The restricted distribution of O. scolopendrina in the intertidal zone not only affords the ability to exploit the nutrient-rich water surface layer but also provides a refuge from predators that are excluded from these habitats at low tide. Potential predators of these ophiuroids include a variety of fish, which frequent intertidal reef flats at high tide (Law 1995). A large proportion of ophiuroids throughout the study area had regenerating arms indicative of fish predation, and individuals tethered in deeper water off the seaward edge of reef platform at Tiwi Beach were rapidly consumed by small wrasses and other reef fish (Scheibling unpublished data). Chartock (1983) discussed feeding and habitat as possible factors contributing to the adaptive radiation of the genus Ophiocoma, from predominantly bottom-feeding species in the subtidal zone, to more specialized species such as O. scolopendrina in the intertidal zone. Surface-film feeding in O. scolopendrina may have evolved in response to reduced predation pressure in intertidal habitats.

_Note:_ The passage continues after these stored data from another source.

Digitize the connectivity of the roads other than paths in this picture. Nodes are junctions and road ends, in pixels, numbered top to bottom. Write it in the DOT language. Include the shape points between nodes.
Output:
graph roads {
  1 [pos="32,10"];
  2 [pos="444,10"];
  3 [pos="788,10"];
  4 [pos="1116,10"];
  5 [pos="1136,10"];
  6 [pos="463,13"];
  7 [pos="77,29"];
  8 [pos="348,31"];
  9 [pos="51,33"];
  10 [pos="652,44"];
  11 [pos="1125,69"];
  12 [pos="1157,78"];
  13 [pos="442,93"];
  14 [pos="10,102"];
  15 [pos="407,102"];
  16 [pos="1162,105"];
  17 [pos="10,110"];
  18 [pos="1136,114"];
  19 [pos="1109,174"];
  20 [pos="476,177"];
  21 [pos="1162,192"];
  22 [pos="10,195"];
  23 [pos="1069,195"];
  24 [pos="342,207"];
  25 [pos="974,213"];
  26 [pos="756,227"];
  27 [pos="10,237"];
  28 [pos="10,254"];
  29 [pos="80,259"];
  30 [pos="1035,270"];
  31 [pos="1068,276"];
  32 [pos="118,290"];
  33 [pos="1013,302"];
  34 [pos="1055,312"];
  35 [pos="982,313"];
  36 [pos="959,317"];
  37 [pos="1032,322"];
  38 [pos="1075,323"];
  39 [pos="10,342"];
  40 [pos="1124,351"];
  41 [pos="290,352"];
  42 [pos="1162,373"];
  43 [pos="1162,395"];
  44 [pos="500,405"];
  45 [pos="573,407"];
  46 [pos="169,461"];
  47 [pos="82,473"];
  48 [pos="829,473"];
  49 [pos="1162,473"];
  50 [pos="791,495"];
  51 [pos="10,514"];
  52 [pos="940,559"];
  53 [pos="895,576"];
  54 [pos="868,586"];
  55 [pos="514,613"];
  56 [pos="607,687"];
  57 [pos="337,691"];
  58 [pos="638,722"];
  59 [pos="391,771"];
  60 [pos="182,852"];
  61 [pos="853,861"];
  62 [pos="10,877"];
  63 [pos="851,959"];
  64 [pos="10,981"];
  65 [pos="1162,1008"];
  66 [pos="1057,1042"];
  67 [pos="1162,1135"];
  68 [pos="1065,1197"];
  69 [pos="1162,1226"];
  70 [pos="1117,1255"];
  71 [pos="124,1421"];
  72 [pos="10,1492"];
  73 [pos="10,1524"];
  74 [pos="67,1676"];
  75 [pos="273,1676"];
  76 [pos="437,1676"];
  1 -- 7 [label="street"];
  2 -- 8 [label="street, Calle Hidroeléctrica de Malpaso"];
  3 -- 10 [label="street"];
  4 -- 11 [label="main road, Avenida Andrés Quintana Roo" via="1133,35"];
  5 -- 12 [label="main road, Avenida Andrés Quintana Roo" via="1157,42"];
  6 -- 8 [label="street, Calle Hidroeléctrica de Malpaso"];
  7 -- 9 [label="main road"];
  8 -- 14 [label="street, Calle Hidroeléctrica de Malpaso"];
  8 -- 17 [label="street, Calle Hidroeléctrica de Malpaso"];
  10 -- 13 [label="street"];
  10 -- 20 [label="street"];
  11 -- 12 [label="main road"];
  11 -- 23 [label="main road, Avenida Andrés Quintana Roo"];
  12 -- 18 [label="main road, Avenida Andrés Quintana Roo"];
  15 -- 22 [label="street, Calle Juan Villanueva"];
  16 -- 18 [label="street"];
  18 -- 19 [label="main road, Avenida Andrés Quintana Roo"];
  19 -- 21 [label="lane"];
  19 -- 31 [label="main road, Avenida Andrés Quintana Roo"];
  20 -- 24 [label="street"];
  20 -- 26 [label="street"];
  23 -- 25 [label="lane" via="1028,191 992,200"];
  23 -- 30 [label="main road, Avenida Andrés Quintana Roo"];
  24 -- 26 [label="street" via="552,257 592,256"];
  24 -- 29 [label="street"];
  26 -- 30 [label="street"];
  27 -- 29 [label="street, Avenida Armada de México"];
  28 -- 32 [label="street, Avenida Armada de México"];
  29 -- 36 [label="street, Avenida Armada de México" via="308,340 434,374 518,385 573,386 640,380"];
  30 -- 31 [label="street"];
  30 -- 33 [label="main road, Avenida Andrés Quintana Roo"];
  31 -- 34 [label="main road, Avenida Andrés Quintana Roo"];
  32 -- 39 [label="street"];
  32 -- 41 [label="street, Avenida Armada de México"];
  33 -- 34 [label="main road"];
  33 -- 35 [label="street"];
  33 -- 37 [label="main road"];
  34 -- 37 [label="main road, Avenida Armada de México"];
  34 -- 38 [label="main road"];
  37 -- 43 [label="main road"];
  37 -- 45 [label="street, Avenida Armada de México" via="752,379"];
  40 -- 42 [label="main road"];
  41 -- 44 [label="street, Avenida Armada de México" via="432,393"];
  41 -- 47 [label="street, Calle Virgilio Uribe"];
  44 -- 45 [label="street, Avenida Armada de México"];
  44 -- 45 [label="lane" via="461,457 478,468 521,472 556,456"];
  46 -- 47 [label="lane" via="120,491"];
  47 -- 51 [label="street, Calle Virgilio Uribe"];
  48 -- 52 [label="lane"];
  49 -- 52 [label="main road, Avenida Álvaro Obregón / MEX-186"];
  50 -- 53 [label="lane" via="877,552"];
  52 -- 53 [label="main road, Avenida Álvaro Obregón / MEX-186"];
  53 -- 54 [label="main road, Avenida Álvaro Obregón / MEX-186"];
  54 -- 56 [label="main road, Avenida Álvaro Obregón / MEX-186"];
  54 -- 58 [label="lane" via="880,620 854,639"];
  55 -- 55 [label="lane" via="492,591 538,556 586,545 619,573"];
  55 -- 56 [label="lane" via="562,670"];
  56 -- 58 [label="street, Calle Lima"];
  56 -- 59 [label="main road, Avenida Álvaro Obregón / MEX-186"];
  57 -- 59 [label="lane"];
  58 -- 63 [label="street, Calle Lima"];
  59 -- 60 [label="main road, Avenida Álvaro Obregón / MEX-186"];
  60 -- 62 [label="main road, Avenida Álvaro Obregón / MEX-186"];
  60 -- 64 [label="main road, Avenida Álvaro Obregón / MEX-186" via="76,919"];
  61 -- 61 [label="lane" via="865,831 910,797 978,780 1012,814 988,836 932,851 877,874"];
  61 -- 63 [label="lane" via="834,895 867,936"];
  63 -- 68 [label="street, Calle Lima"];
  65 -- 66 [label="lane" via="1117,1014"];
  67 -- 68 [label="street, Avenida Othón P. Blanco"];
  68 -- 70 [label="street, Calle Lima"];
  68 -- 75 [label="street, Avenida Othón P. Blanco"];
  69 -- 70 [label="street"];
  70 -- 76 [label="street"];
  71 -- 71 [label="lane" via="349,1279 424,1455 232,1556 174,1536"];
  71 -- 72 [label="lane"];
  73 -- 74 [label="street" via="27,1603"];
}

The high population density of O. scolopendrina recorded in our study, and elsewhere in the Indo-Pacific region, suggests this species represents an important trophic link in shallow reef ecosystems between producers of particulate organic material (such as corals) and higher-level consumers that prey on ophiuroids. At Tiwi Beach, the population of O. scolopendrina spanned more than 200 m of the 300 m wide reef flat. Given an average density of ophiuroids across this range of 247 individuals m−2 (Table 2), a 1 m section of flooding tidal front would pass over 49,400 individuals as it moved shoreward. Assuming only half the population in this swath (24,700 individuals) engages in surface-film feeding (Fig. 4) and each animal uses three arms (Fig. 2), this gives an estimate of 74,100 arms sweeping the surface film from every meter of tidal front on a single flood tide. Furthermore, following this burst of surface-film feeding, these ophiuroids continue to remove particles suspended in the rising water column, or deposited on the bottom, throughout the tidal cycle. In turn, they likely are consumed, either completely or partially (as arm tips), by fish that forage on the submerged reef flat at high tide. Additional studies that measure ingestion rates and secondary production of populations of O. scolopendrina, and losses due to predation, are needed to elucidate this species’ role in reef trophodynamics. Until such information is available, estimation of the potential ecological importance of these ophiuroids remains a matter of “arm-waving”.